Ces réserves, répétons-le, n’empêchent pas l’Ensemble Moïsséev de jeter à profusion, et souvent avec une réussite indescriptible, le dynamisme, la virtuosité et le feu même de la danse.
L’American Ballet
On a donc revu au Théâtre Américain de l’Exposition l’American Ballet Theatre qui s’était montré déjà au Grand Auditorium.
La presse a raconté les tribulations de la compagnie : l’incendie accidentel d’un camion la privait brusquement d’à peu près tout son matériel. Il a fallu louer, emprunter, improviser. Quelques heures avant le premier spectacle, on cousait hâtivement des costumes pour Combat. Quelques heures avant le deuxième, on établissait à grand’ peine le matériel d’orchestre de Giselle. Et l’un des principaux artistes de la troupe, John Kriza, était malade les premiers jours, imposant de nouveaux changements à des programmes déjà remaniés. Il faut féliciter d’abord l’American Ballet d’avoir, malgré ces ennuis, présenté trois programmes dont chacun avait au moins un élément de haut intérêt.

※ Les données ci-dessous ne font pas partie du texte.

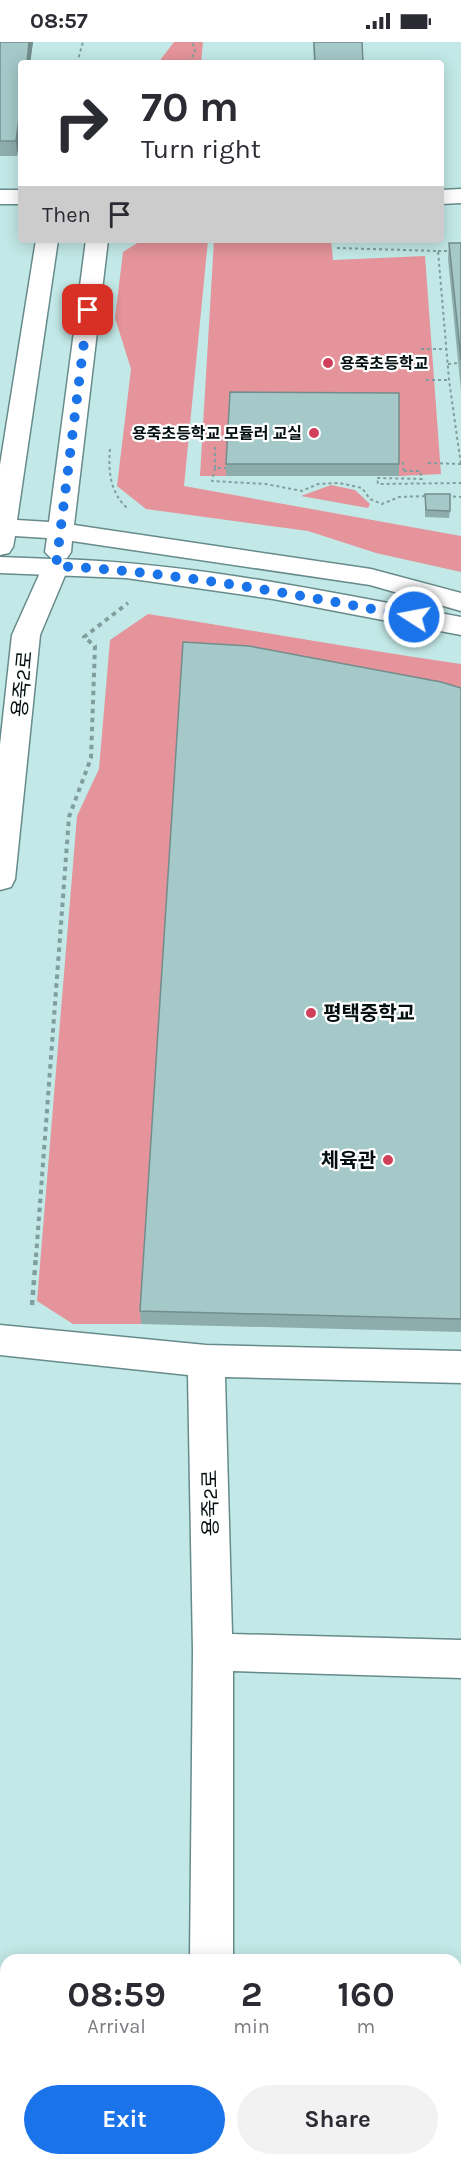 <!DOCTYPE html>
<html lang="en">
<head>
<meta charset="utf-8">
<style>
  body { margin:0; font-family:Karla,"Noto Sans KR",sans-serif; background:#f2f2f3; color:#2b2b33; height:100vh; display:flex; flex-direction:column; font-size:22px; white-space:nowrap }
  * { box-sizing:border-box; margin:0 }
  p { font-size:20px; color:#7c7c81 }
  .icon { flex:none; width:33px; height:33px; fill:none; stroke:currentColor; stroke-width:2; stroke-linecap:round; stroke-linejoin:round }
  .map { position:relative; flex:1; overflow:hidden }
  .sheet { position:absolute; left:0px; top:1912px; width:462px; height:212px; display:flex; flex-direction:column; background:#fff; border-radius:18px 18px 0 0; box-shadow:0 3px 15px #0003 }
  .sheet>* { flex:none }
  .hud { position:absolute; left:18px; top:18px; width:426px; height:183px; border-radius:6px; box-shadow:0 3px 15px #0003; background:#fff; color:#2b2b33; overflow:hidden }
  .pin { position:absolute; display:grid; place-items:center; width:51px; height:51px; color:#fff; margin:-26px; border-radius:12px; box-shadow:0 3px 9px #0006 }
  .me { position:absolute; width:66px; margin:-33px; rotate:281deg; stroke-linejoin:round; filter:drop-shadow(0 0 4px #0008) }
  .turn { display:flex; align-items:center; gap:21px; height:126px; padding:0 24px; font-size:27px }
  .turn .icon { width:78px; height:78px; stroke-width:2.5 }
  .turn b { display:block; font-size:42px; line-height:51px }
  .then { display:flex; align-items:center; height:57px; padding:0 24px; background:#0003; gap:12px; font-size:22px }
  .eta { display:flex; justify-content:space-evenly; align-items:center; height:102px; text-align:center }
  .eta b { font-size:36px; font-weight:700; line-height:42px }
  .primary-button { display:flex; gap:12px; margin-top:auto; padding:12px 24px }
  .primary-button a { flex:1; height:69px; border-radius:36px; background:#1a73e8; color:#fff; font-size:24px; font-weight:700; line-height:69px; text-align:center }
  .primary-button a+a { background:#f2f2f3; color:#2b2b33 }
  .status { display:flex; justify-content:space-between; align-items:center; height:42px; padding:0 30px; background:#fff; direction:ltr }
  .status svg { height:16px; fill:currentColor }
  .map>svg:first-child { display:block }
</style>
</head>
<body>
<div class="status"><b>08:57</b><svg viewBox="0 0 49 12"><path d="M0 12V9h3v3zM5 12V6h3v6zM10 12V3h3v9zM15 12V0h3v12zM26 1h20v11H26zM47 4h2v5h-2z"/></svg></div>
<div class="map">
<svg width="461" height="2123" viewBox="0 0 461 2123">
  <rect width="100%" height="100%" fill="#c2e9e7"/>
  <g fill="#e4949a">
    <path d="M174 0H203L201 21H158Z"/>
    <path d="M142 198H208L184 444 461 494V530L376 511 308 489 146 467 117 444 131 327 115 276 123 210Z"/>
    <path d="M214 198H331L333 218 425 214 441 432 399 434V363L230 362 226 434H200Z"/>
    <path d="M331 443 355 448 370 462 368 466 301 454Z"/>
    <path d="M148 572C252 588 356 607 461 622V660L184 615 141 1282H73L37 1259 77 774 99 727 110 598Z"/>
  </g>
  <g fill="none" stroke-linecap="round" stroke-linejoin="round">
    <defs>
      <g id="minor">
        <path d="M56 516 65 518 69 524 40 593 15 837 11 845 0 848V703L12 593 43 524 47 518Z"/>
        <path d="M0 1283 206 1303 461 1309V1341L225 1335 232 1592 461 1598V1636L233 1629V1918H190L193 1610 188 1333 0 1313Z"/>
        <rect x="0" y="1969" width="6" height="44"/>
        <rect x="456" y="1985" width="5" height="44"/>
      </g>
      <g id="tertiary">
        <path d="M461 147V161L441 162V148Z"/>
        <rect x="0" y="148" width="21" height="14"/>
        <path d="M36 198H58L17 478 49 480 86 198H108L74 483 371 527 461 551V569L370 543 72 499 71 510 67 516 62 517C197 522 329 550 461 575V593L273 557 126 536 0 531V515L52 517 45 510 47 496 15 494 13 505 9 511 0 513V423Z"/>
      </g>
    </defs>
    <use href="#minor" stroke="#678b8a" stroke-width="3"/>
    <use href="#tertiary" stroke="#678b8a" stroke-width="3"/>
    <g stroke="#809e9d" stroke-width="2" stroke-dasharray="3 3" stroke-linecap="butt">
      <path d="M77 21 83 0"/>
      <path d="M190 21 195 8 192 0"/>
      <path d="M337 206 438 209 449 338 461 423"/>
      <path d="M438 209H461"/>
      <path d="M421 307H446"/>
      <path d="M448 322 458 321"/>
      <path d="M426 338H449"/>
      <path d="M215 405V426H227"/>
      <path d="M110 407C108 429 110 450 127 466"/>
      <path d="M403 420 404 429"/>
      <path d="M428 421 461 422"/>
      <path d="M215 426 212 439 266 442 302 449 318 442 339 441 362 446 370 457 382 462 399 455 427 454"/>
      <path d="M404 429H420L422 437 377 436 378 442 461 441"/>
      <path d="M447 454 461 455"/>
    </g>
    <path stroke="#809e9d" stroke-width="4" stroke-dasharray="4.5 4.5" stroke-linecap="butt" d="M36 1215 69 775 91 716 95 604 84 595 128 561"/>
    <path stroke="#809e9d" stroke-width="4.5" stroke-dasharray="5 5" stroke-linecap="butt" d="M32 1263 36 1213"/>
    <use href="#minor" fill="#fff" fill-rule="evenodd"/>
    <use href="#tertiary" fill="#fff" fill-rule="evenodd"/>
  </g>
  <g fill="#8dadac">
    <path d="M0 0H33L17 114H0Z"/>
    <path d="M313 0H362L363 21H314Z"/>
    <path d="M449 201H461V349L448 217Z"/>
    <rect x="226" y="422" width="173" height="12"/>
    <path d="M425 452 450 469 449 476 425 475Z"/>
    <path d="M461 646V1290L141 1282 140 1269Z"/>
  </g>
  <g fill="#738d8c">
    <path d="M29 0H33L30 21H27Z"/>
    <path d="M21 61V84L17 114 16 99Z"/>
  </g>
  <g fill="#a4c9c8" stroke="#738d8c" stroke-width="1.5">
    <path d="M0 0H29L27 21H21V61L16 99H0Z"/>
    <path d="M314 0H362L363 21H315Z"/>
    <path d="M449 201H461V318Z"/>
    <path d="M230 350 399 351V422H226Z"/>
    <path d="M425 452H450V469L426 468Z"/>
    <path d="M183 600 249 604 441 640 461 646V1277L140 1269Z"/>
  </g>
  <g fill="none" stroke-linecap="round" stroke-linejoin="round">
    <path stroke="#1a73e8" stroke-width="10" stroke-dasharray="0 18" d="M88 268 56 524C177 530 295 552 414 575"/>
  </g>
  <g fill="#d0405a" stroke="#fff" stroke-width="2">
    <circle cx="328" cy="321" r="6"/>
    <circle cx="314" cy="391" r="6"/>
    <circle cx="311" cy="971" r="6"/>
    <circle cx="388" cy="1118" r="6"/>
  </g>
  <g text-anchor="middle" stroke-width="4.5" stroke-linejoin="round" paint-order="stroke">
    <g font-size="16" font-weight="bold" fill="#041010" stroke="#fff" text-anchor="start">
      <text x="340" y="327">용죽초등학교</text>
      <text x="302" y="397" text-anchor="end">용죽초등학교 모듈러 교실</text>
    </g>
    <g font-size="20" fill="#041010" stroke="#fff">
      <text transform="translate(22 642) rotate(-85)" y="7">용죽2로</text>
      <text transform="translate(210 1461) rotate(-91)" y="7">용죽2로</text>
    </g>
    <g font-size="20" font-weight="bold" fill="#041010" stroke="#fff" text-anchor="start">
      <text x="323" y="978">평택중학교</text>
      <text x="376" y="1125" text-anchor="end">체육관</text>
    </g>
  </g>
</svg>
<div class="pin" style="left:88px;top:268px;background:#d93025"><svg class="icon" aria-label="arrive" viewBox="0 0 24 24"><path d="M6 21V4h12l-3 4 3 4H6"/></svg></div>
<svg class="me" style="left:414px;top:575px" viewBox="-20 -20 40 40"><circle r="17" fill="#1a73e8" stroke="#fff" stroke-width="3"/><path d="M0-11L8 9 0 5-8 9z" fill="#fff"/></svg>
<div class="hud">
<div class="turn"><svg class="icon" aria-label="right" viewBox="0 0 24 24"><path d="M7 20v-9h11M14 6l5 5-5 5"/></svg><div><b>70 m</b>Turn right</div></div>
<div class="then">Then<svg class="icon" aria-label="arrive" viewBox="0 0 24 24"><path d="M6 21V4h12l-3 4 3 4H6"/></svg></div>
</div>
<section class="sheet">
<div class="eta">
<div><b>08:59</b><p>Arrival</p></div>
<div><b>2</b><p>min</p></div>
<div><b>160</b><p>m</p></div>
</div>
<div class="primary-button"><a>Exit</a><a>Share</a></div>
</section>
</div>
</body>
</html>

Ne nions pas pour autant d’étranges faiblesses. La personnalité de Nora Kaye a trop évolué pour traduire encore le Cygne Noir ou Giselle. Ses ressources techniques, qui sont toujours considérables, l’ont orientée vers une expressivité qui s’éloigne de la danse classique pure pour la servir avec un bonheur singulier dans des oeuvres plus typiquement américaines. Le mime, des ombres d’expressionnisme, un langage classique étendu composent un art envoûtant, parfois trop visiblement élaboré, mais apte à traduire des thèmes insolites. On peut regretter que la psychanalyse nourrisse trop lourdement et trop sommairement le ballet américain. Elle a pourtant suscité des oeuvres originales dont nous espérions découvrir les principales. L’American Ballet, entravé par les circonstances, n’a guère pu montrer que Pillar of Fire (La colonne de feu), qu’Anthony Tudor a réglé sur le Verklärte Nacht de Schoenberg. La frustration y joue un rôle qui dépasse les moyens de la chorégraphie, ou du moins elle ne l’inspire vraiment que dans la deuxième moitié de l’oeuvre. Dans ce répertoire, Fall River Legend, dont nous avons parlé lors du spectacle du Grand Auditorium, trouvait dans la chorégraphie d’Agnès de Mille un langage beaucoup plus émouvant.